Manga-ka: Rumiko Takahashi
Publisher: Viz Media
Rating: Older Teen (16+)
Release Date: October 2009
Synopsis: “Sakura’s curiosity about the mysterious Rinne draws her deeper into an amazing world on the boundary between the living and the dead. Helping Rinne is one thing, but will tagging along with him leave her trapped in the afterlife? And does Rinne really know what he’s doing? Dealing with the afterlife isn’t easy, especially when you don’t know all the rules!”
Like many a manga-character before her, Sakura Mamiya can see spirits – but she’s gotten used to it. One day a student in her class finally decides to show up except only she can see him. She soon learns that the student, Rinne, an oddly dressed redhead, accepts money and food in exchange for his services. His profession? Shinigami …well, sort of.

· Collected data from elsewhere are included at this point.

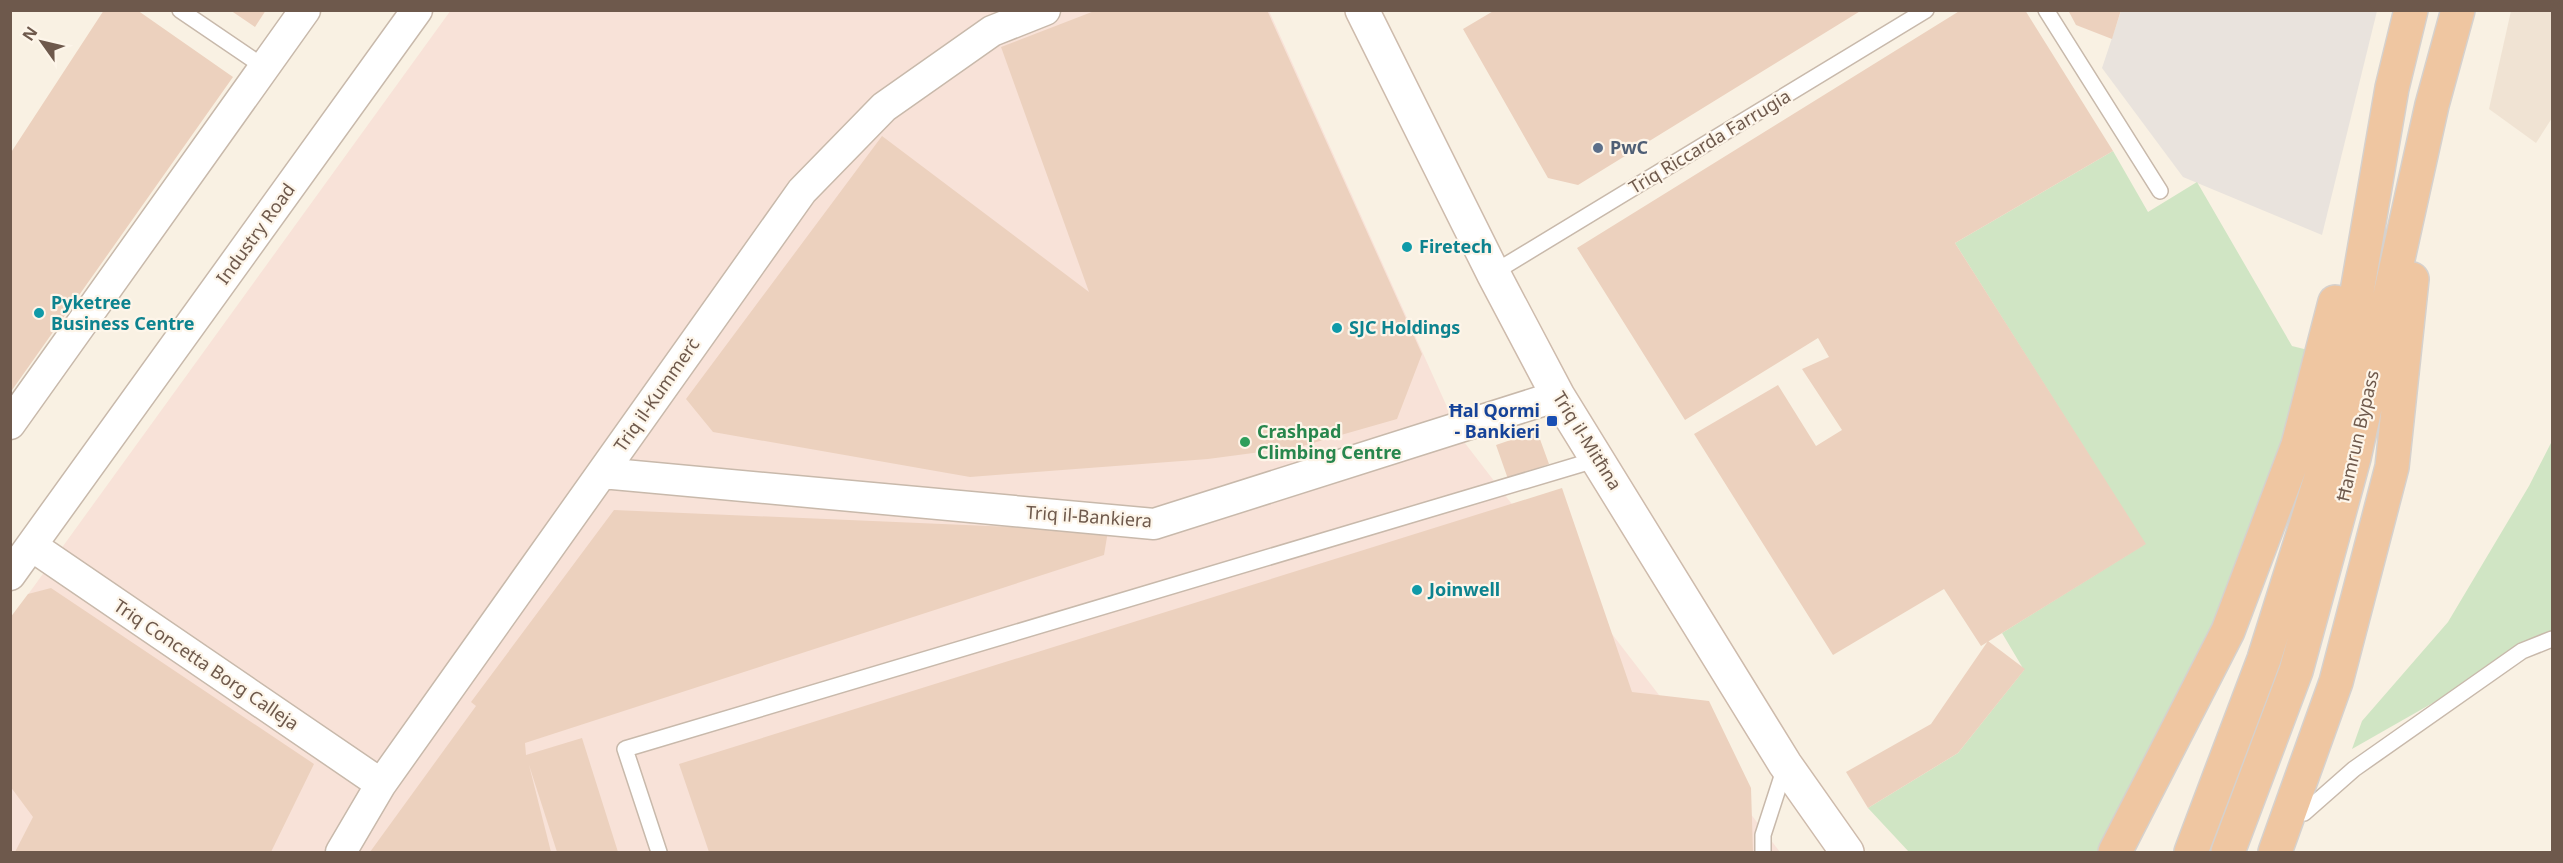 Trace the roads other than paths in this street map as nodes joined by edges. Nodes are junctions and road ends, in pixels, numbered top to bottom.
1 (180, 10) edge
2 (305, 10) edge
3 (417, 10) edge
4 (1045, 10) edge
5 (1362, 10) edge
6 (1926, 10) edge
7 (2046, 10) edge
8 (2411, 10) edge
9 (2458, 10) edge
10 (264, 67) junction
11 (2392, 88) junction
12 (2432, 105) junction
13 (2160, 191) dead end
14 (1493, 273) junction
15 (1558, 396) junction
16 (10, 424) edge
17 (1598, 459) junction
18 (602, 473) junction
19 (32, 546) junction
20 (10, 575) edge
21 (2553, 639) edge
22 (1785, 764) junction
23 (381, 784) junction
24 (2291, 807) junction
25 (341, 852) edge
26 (659, 852) edge
27 (1763, 852) edge
28 (1847, 852) edge
29 (2115, 852) edge
30 (2191, 852) edge
31 (2228, 852) edge
32 (2275, 852) edge

1 - 10 lane
2 - 10 street
3 - 19 street, Industry Road
4 - 18 street, Triq il-Kummerċ
5 - 14 main road, Triq il-Mitħna
6 - 14 lane, Triq Riccarda Farrugia
7 - 13 lane
8 - 11 highway, Ħamrun Bypass
9 - 12 highway, Ħamrun Bypass
10 - 16 street
11 - 29 highway
11 - 30 highway, Ħamrun Bypass
12 - 24 highway
12 - 31 highway, Ħamrun Bypass
14 - 15 main road, Triq il-Mitħna
15 - 17 main road, Triq il-Mitħna
15 - 18 street, Triq il-Bankiera
17 - 22 main road, Triq il-Mitħna
17 - 26 lane
18 - 23 street, Triq il-Kummerċ
19 - 20 street, Industry Road
19 - 23 street, Triq Concetta Borg Calleja
21 - 24 lane
22 - 27 lane
22 - 28 main road, Triq il-Mitħna
23 - 25 street, Triq il-Kummerċ
24 - 32 highway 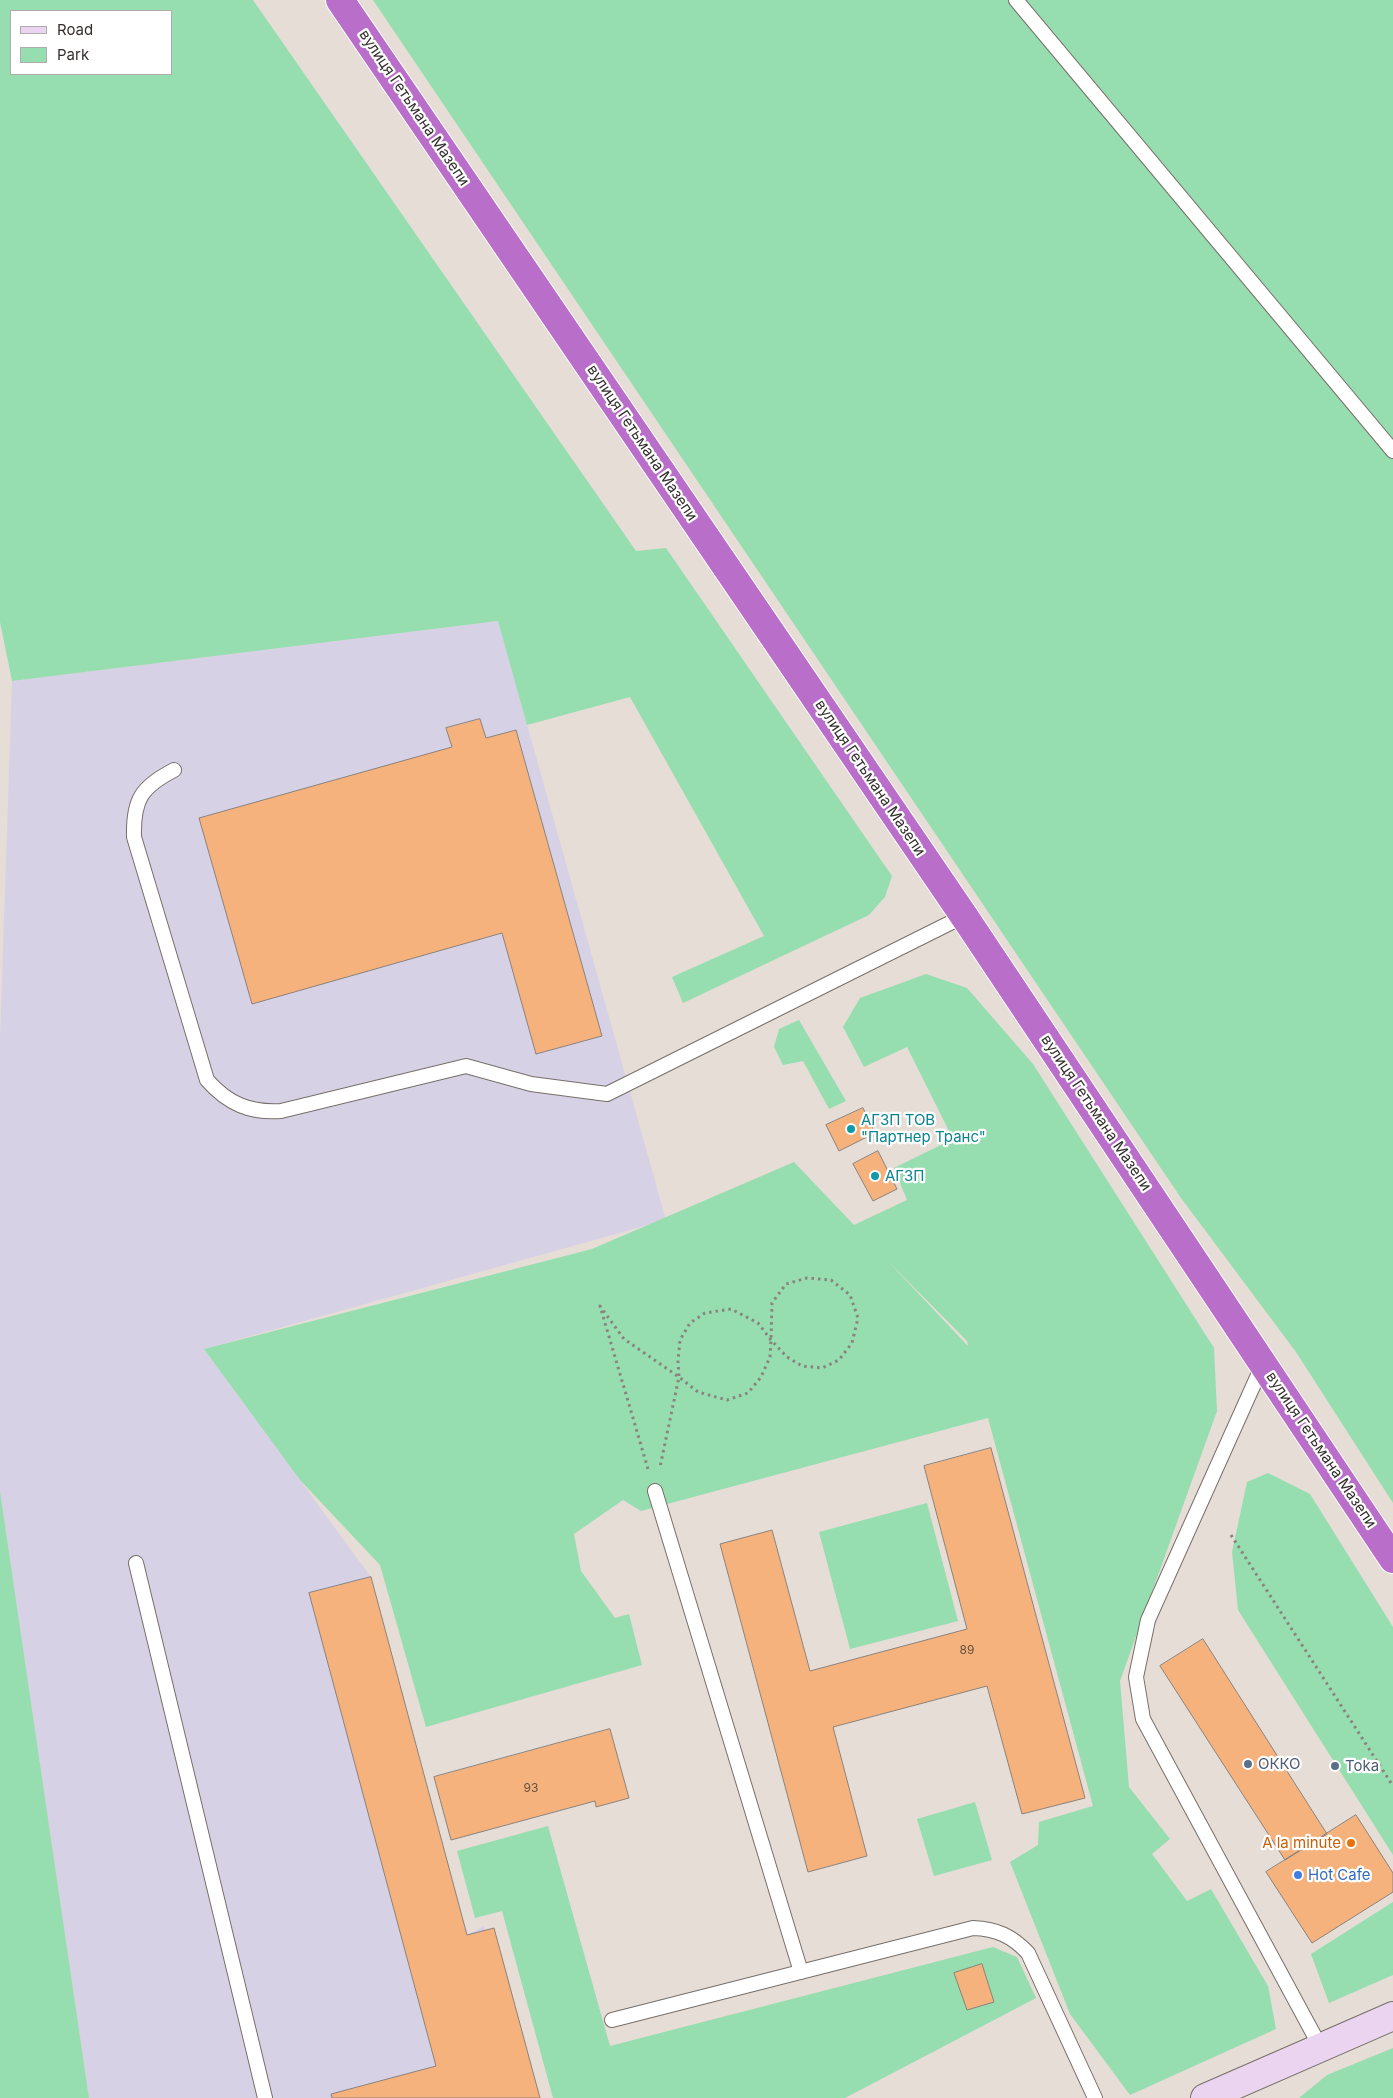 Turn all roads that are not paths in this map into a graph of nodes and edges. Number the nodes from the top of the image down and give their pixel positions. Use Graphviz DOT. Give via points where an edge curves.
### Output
graph roads {
  1 [pos="340,0"];
  2 [pos="1016,0"];
  3 [pos="1393,450"];
  4 [pos="174,770"];
  5 [pos="964,916"];
  6 [pos="1263,1364"];
  7 [pos="655,1492"];
  8 [pos="1393,1559"];
  9 [pos="136,1563"];
  10 [pos="802,1972"];
  11 [pos="1393,2016"];
  12 [pos="612,2020"];
  13 [pos="1321,2048"];
  14 [pos="265,2098"];
  15 [pos="1095,2098"];
  16 [pos="1205,2098"];
  1 -- 5 [label="highway, вулиця Гетьмана Мазепи"];
  2 -- 3 [label="lane"];
  4 -- 5 [label="lane" via="155,780 141,795 134,815 134,836 207,1080 232,1103 264,1112 281,1111 466,1066 531,1084 607,1094"];
  5 -- 6 [label="highway, вулиця Гетьмана Мазепи"];
  6 -- 8 [label="highway, вулиця Гетьмана Мазепи"];
  6 -- 13 [label="lane" via="1148,1620 1136,1676 1143,1719"];
  7 -- 10 [label="lane"];
  9 -- 14 [label="lane"];
  10 -- 12 [label="lane"];
  10 -- 15 [label="lane" via="973,1928 1004,1933 1028,1953"];
  11 -- 13 [label="main road"];
  13 -- 16 [label="main road"];
}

Rinne’s character is a bit of a enigma from the get-go but he doesn’t strike as the kind of character who’s especially intentional about his secrets. A Shinigami for reasons we learn by the end of this volume, Rinne lives a very financially tight lifestyle that leaves him performing miscellaneous deeds regarding lost souls in exchange for money. Far from leaving readers viewing him as a money-grubbing opportunist however, Rinne appreciates and values every penny he earns and actually seems to feel regret for the money he receives from people, seemingly unaware that the pockets of change left for him aren’t worth nearly as much to others as they are to him.
Mamiya doesn’t have much to her yet but I can’t deny her nonchalance works well in the context of the story. She’s a go with the flow kind of person and more than once I found myself chuckling at her inner-thoughts which outline a common sense that she keeps to herself in order to humour her friends.
The bulk of the book follows the two on different spirit-related incidences – including a lonely spirit looking for a date and a cell phone that just won’t stop ringing with the same strange call. It’s all fairly episodic with the few overlapping elements spanning from Mamiya learning more about Rinne as the story goes. The humour, for which Rumiko Takahashi is long since well known for, still remains in tact but it doesn’t feel as effective as usual. Perhaps my comedic tastes have changed since the days of Ranma ½’s serialization, but I was sure that a boy being swallowed by a giant Chihuahua would’ve been funnier than it was. Still, there are laughs to be had and Rin-Ne proves to be a distinctly comedic series when compared to Rumiko Takahashi’s previous series, Inu-Yasha.
By the book’s end there are two other lead characters introduced – the first is Rinne’s grandmother, a kind albeit sometimes thoughtless woman who is a full-Shinigami and plays a role in Mamiya’s past – and the other character is her ‘black cat’, an other world spirit who comes to the human world to be employed by Rinne. While the cat sort of weirds me out, for reasons readers will figure out once they see him in his natural form, I really like the character of Rinne’s grandmother. Her personality is amusing in how casual she handles most everything and the character design is really eye-catching, plus looks very snazzy in a near-full page shot of her in action that’s all kinds of awesome.
Rumiko Takahashi’s art style has reached a point where it’s hard to argue that it’s become a bit too consistent – though the character designs are different, there’s still too much in common stylistically with her other series, which makes it difficult to truly separate them. Rinne’s personality is much more subdued than say Inu-Yasha but their identical faces and postures create a distracting subconscious overlap while I’m reading, much the same with Mamiya and several female-leads past. Still, that’s not to say the charm isn’t still there – but the solidity of the art and physical humour will likely prove more effective on new readers who don’t find many of the returning elements old-hat by now.
While this first volume of Rin-Ne doesn’t really offer us anything we haven’t seen before, the handling of the material is too much fun to dismiss. Rinne’s penny-pinching has a certain charisma to it and, though not a standout character, Mamiya fits well as the series driving female protagonist. I liked reading Rin-Ne and do look forward to seeing how Rumiko Takahashi strings the plot from here on out – as long as it doesn’t go for thirty volumes anyway.